HSRP Vs VRRP

Hemakumar Sampath · ‎12-21-2012

Hi All,

Can you please give me the operational differeance between HSRP and VRRP

Jeff Van Houten · ‎12-21-2012

There are none other than the transport protocol used for the keepalive messages. Hsrp is proprietary to Cisco products. Vrrp is an industry adopted standard that is an alternative to hsrp.

Sent from Cisco Technical Support iPad App

cadet alain · ‎12-21-2012

Hi,

HSRP is cisco proprietary and VRRP is open standard

HSRP has premption disabled by default and VRRP has preemption enabled by default

HSRP version 1 vMAC is 0000.0c07.acxx where xx is hexadecimal representation of the standby group number

VRRP uses vMAC 0000.5e00.01xx where xx is hex representation of vrrp group number

HSRP uses UDP port 1985 and 224.0.0.2( all link-local routers)

VRRP uses protocol 112 and 224.0.0.18

you can set the physical IP as VIP for VRRP( priority will be set to 254), not for HSRP

VRRP supports msec hellos natively as HSRPv2

both support authentication

both support tracking with enhanced object tracking

Regards.

Alain

Don't forget to rate helpful posts.

Joseph W. Doherty · ‎12-21-2012

Disclaimer

The Author of this posting offers the information contained within this posting without consideration and with the reader's understanding that there's no implied or expressed suitability or fitness for any purpose.
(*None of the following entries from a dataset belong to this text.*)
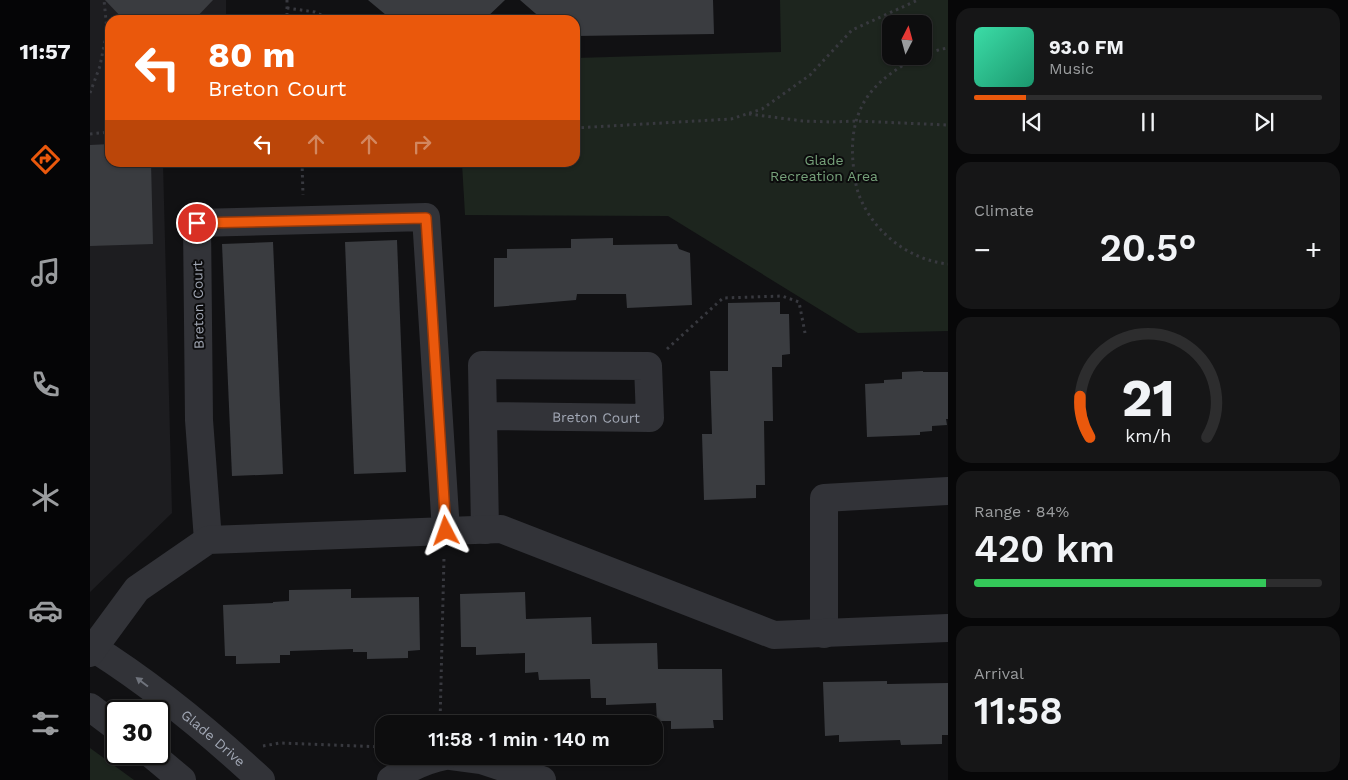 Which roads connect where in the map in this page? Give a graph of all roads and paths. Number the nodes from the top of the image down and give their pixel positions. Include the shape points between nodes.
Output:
1 (104, 0) edge
2 (286, 0) edge
3 (918, 0) edge
4 (287, 8) junction
5 (106, 15) edge
6 (287, 15) edge
7 (321, 15) edge
8 (105, 40) edge
9 (948, 48) edge
10 (932, 51) edge
11 (903, 65) edge
12 (90, 93) edge
13 (747, 114) junction
14 (856, 122) junction
15 (948, 125) edge
16 (580, 128) edge
17 (105, 132) edge
18 (90, 134) edge
19 (948, 264) edge
20 (805, 332) dead end
21 (648, 366) junction
22 (484, 416) junction
23 (948, 491) edge
24 (485, 530) junction
25 (446, 531) junction
26 (208, 540) junction
27 (948, 628) edge
28 (824, 634) junction
29 (91, 649) edge
30 (90, 707) edge
31 (440, 715) edge
32 (105, 727) edge
33 (263, 746) dead end
34 (375, 747) edge
35 (152, 765) edge
36 (416, 765) edge
37 (496, 765) edge
38 (182, 780) edge
39 (260, 780) edge
40 (392, 780) edge
41 (542, 780) edge

1 - 5 path
2 - 4 path
3 - 13 path via 852,30 810,75 762,109
4 - 6 path
4 - 7 path
8 - 12 path
9 - 10 path
11 - 14 path via 865,100
13 - 14 path via 803,121
13 - 16 path via 731,119
14 - 15 path
14 - 19 path via 852,150 856,184 873,220 897,245 926,260
17 - 18 path
20 - 21 path via 799,302 782,296 723,298
21 - 22 street via 482,365
21 - 22 street, Breton Court via 650,418
22 - 24 street
23 - 28 street via 824,498
24 - 25 street
24 - 28 street via 501,529 774,635
25 - 26 street
25 - 26 street, Breton Court via 426,218 197,223 199,420
25 - 31 path
26 - 29 street via 138,589
27 - 28 street
39 -> 29 street, Glade Drive via 185,714 133,675
30 - 32 street
33 - 34 path via 280,743
35 - 38 street
36 - 40 street
37 - 41 street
Information provided is for informational purposes only and should not be construed as rendering professional advice of any kind. Usage of this posting's information is solely at reader's own risk.

Liability Disclaimer

In no event shall Author be liable for any damages whatsoever (including, without limitation, damages for loss of use, data or profit) arising out of the use or inability to use the posting's information even if Author has been advised of the possibility of such damage.

Posting

One possible issue you might see, although I don't know if it applies to Cisco's implementation of VRRP, and depending on the VRRP configuration, if gateway fails over from master to a backup the gateway won't respond to pings. Traffic will still forward correctly, though.
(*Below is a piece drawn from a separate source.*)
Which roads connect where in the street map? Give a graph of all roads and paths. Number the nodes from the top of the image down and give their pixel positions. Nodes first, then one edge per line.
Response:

Although VRRP is the industry standard, some vendors have enhanced versions. Such enhancements often will not work with other vendor implementations.

Unsure it's an operational issue, but some vendor implementations of VRRP (including Cisco's ?) don't always require an interface and virtual IP, i.e. you use the master's native IP.
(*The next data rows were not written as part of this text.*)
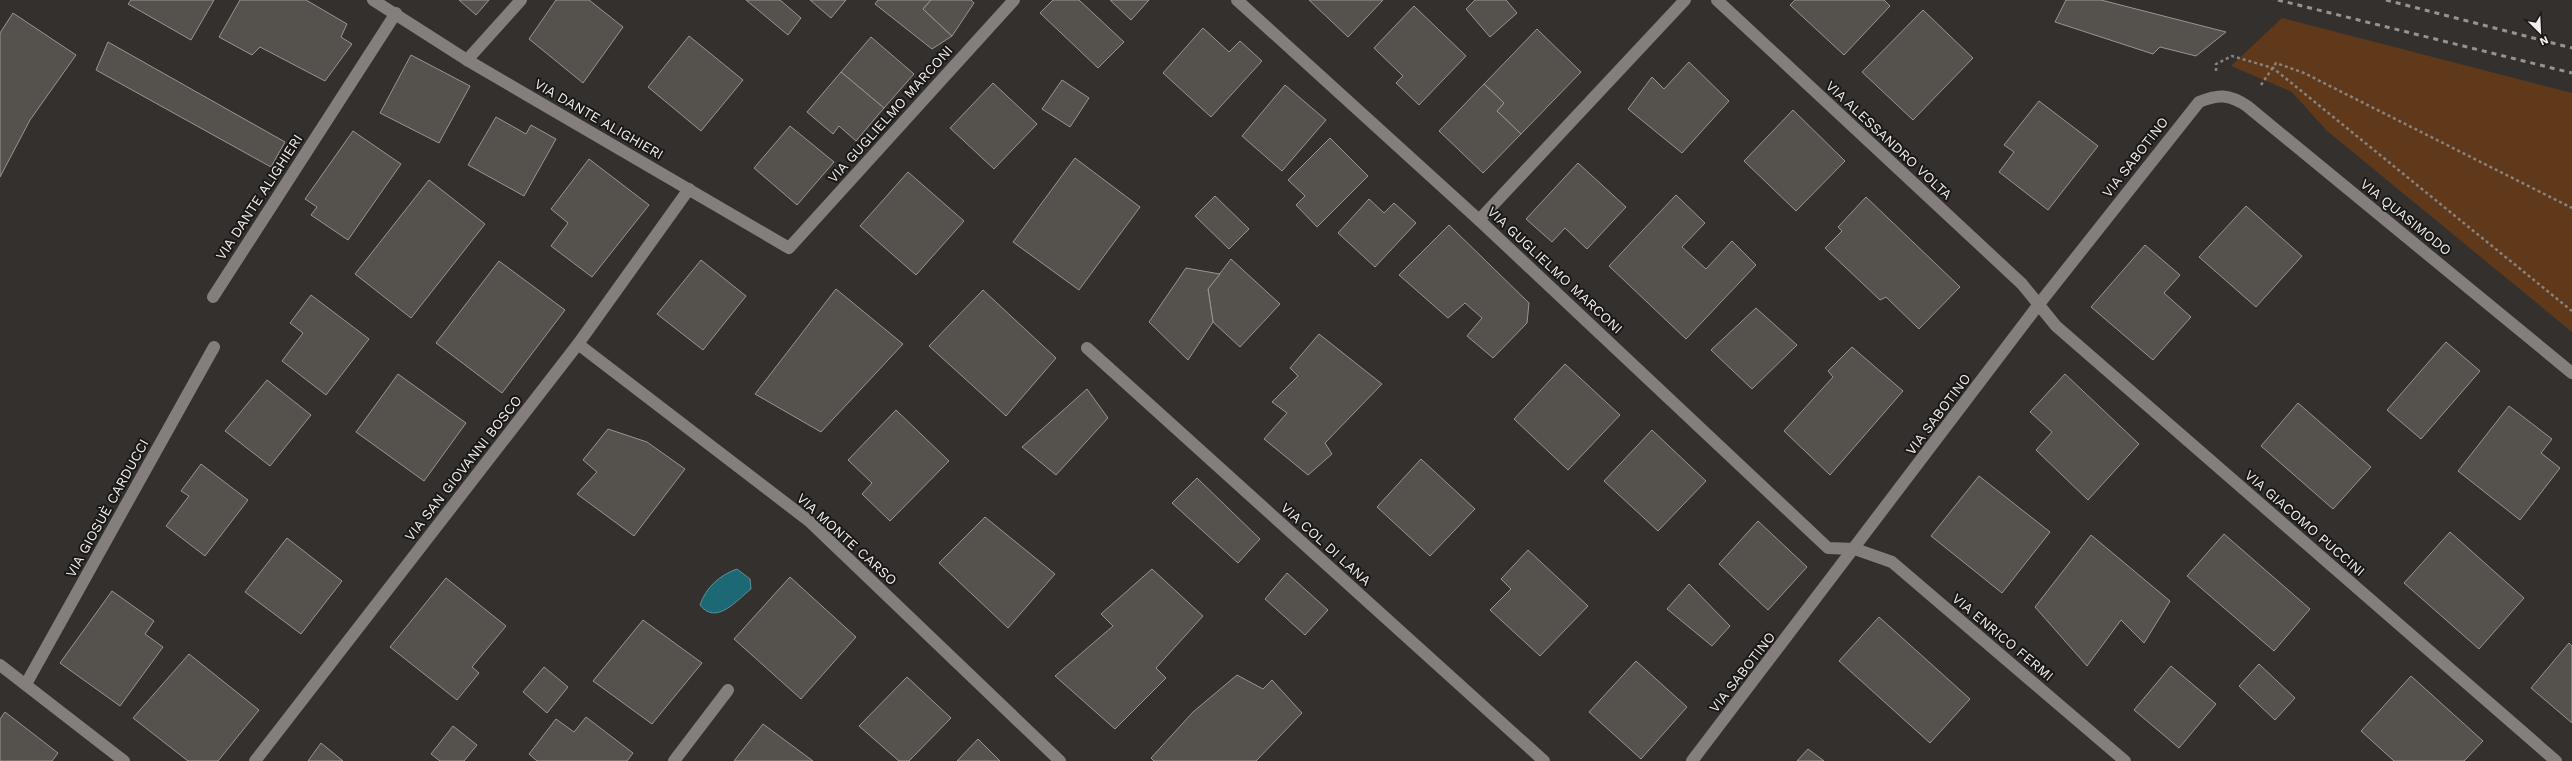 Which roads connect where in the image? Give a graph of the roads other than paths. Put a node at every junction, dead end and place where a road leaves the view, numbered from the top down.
1 (373, 0) edge
2 (522, 0) edge
3 (1014, 0) edge
4 (1237, 0) edge
5 (1686, 0) edge
6 (1717, 0) edge
7 (396, 13) junction
8 (467, 60) junction
9 (2216, 95) joint
10 (690, 189) junction
11 (1479, 220) junction
12 (789, 248) joint
13 (213, 297) dead end
14 (2039, 304) junction
15 (578, 344) junction
16 (214, 348) dead end
17 (1087, 348) dead end
18 (2572, 373) edge
19 (1855, 549) junction
20 (0, 665) edge
21 (26, 684) junction
22 (728, 690) dead end
23 (124, 761) edge
24 (255, 761) edge
25 (674, 761) edge
26 (1060, 761) edge
27 (1544, 761) edge
28 (1692, 761) edge
29 (2125, 761) edge
30 (2556, 761) edge

1 - 7 street, VIA DANTE ALIGHIERI
2 - 8 street
3 - 12 street, VIA GUGLIELMO MARCONI
4 - 11 street, VIA GUGLIELMO MARCONI
5 - 11 street
6 - 14 street, VIA ALESSANDRO VOLTA
7 - 8 street, VIA DANTE ALIGHIERI
7 - 13 street, VIA DANTE ALIGHIERI
8 - 10 street, VIA DANTE ALIGHIERI
9 - 14 street, VIA SABOTINO
9 - 18 street, VIA QUASIMODO
10 - 12 street, VIA DANTE ALIGHIERI
10 - 15 street, VIA SAN GIOVANNI BOSCO
11 - 19 street, VIA GUGLIELMO MARCONI
14 - 19 street, VIA SABOTINO
14 - 30 street, VIA GIACOMO PUCCINI
15 - 24 street, VIA SAN GIOVANNI BOSCO
15 - 26 street, VIA MONTE CARSO
16 - 21 street, VIA GIOSUÈ CARDUCCI
17 - 27 street, VIA COL DI LANA
19 - 28 street, VIA SABOTINO
19 - 29 street, VIA ENRICO FERMI
20 - 21 street
21 - 23 street
22 - 25 street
In a master and backup(s) configuration, recovery of master will always (?) preempt backup.

milan.kulik · ‎12-21-2012

Hi Joseph,

funny thing:

A year ago I met the same behaviour in Cisco HSRP: if gateway fails over from master to a backup the gateway won't respond to pings sent to the virtual IP address.

As those were our provider devices with some special config, the provider made the investigation and the conclusion was: an IOS bug. Not fixed yet.

BR,

Milan

Joseph W. Doherty · ‎12-21-2012

Disclaimer

The Author of this posting offers the information contained within this posting without consideration and with the reader's understanding that there's no implied or expressed suitability or fitness for any purpose. Information provided is for informational purposes only and should not be construed as rendering professional advice of any kind. Usage of this posting's information is solely at reader's own risk.

Liability Disclaimer

In no event shall Author be liable for any damages whatsoever (including, without limitation, damages for loss of use, data or profit) arising out of the use or inability to use the posting's information even if Author has been advised of the possibility of such damage.

Posting

Milan, that is interesting.

With VRRP, it might be a design "feature" for when VRRP is configured as "master" with "backup(s)".

HSRP has a virtual IP potentially shared by multiple interfaces. VRRP supports a "master" and "backup(s)" so there is a conceptual difference for the latter, which is why, I assume a backup covering for a failed master doesn't respond to pings to the virtual IP since it doesn't really own the IP.

I recall (?) at one time, using brand-X equipment and VRRP, we didn't configure a "master", all routers were configured as a backup, to obtain consistent behavior for pings to the gateway IP. Don't recall if they did, or didn't, respond to pings.

Of course, you might want the master/backup(s) behavior as it can alert a simple network monitoring tool (using pings) that your master router's gateway has failed.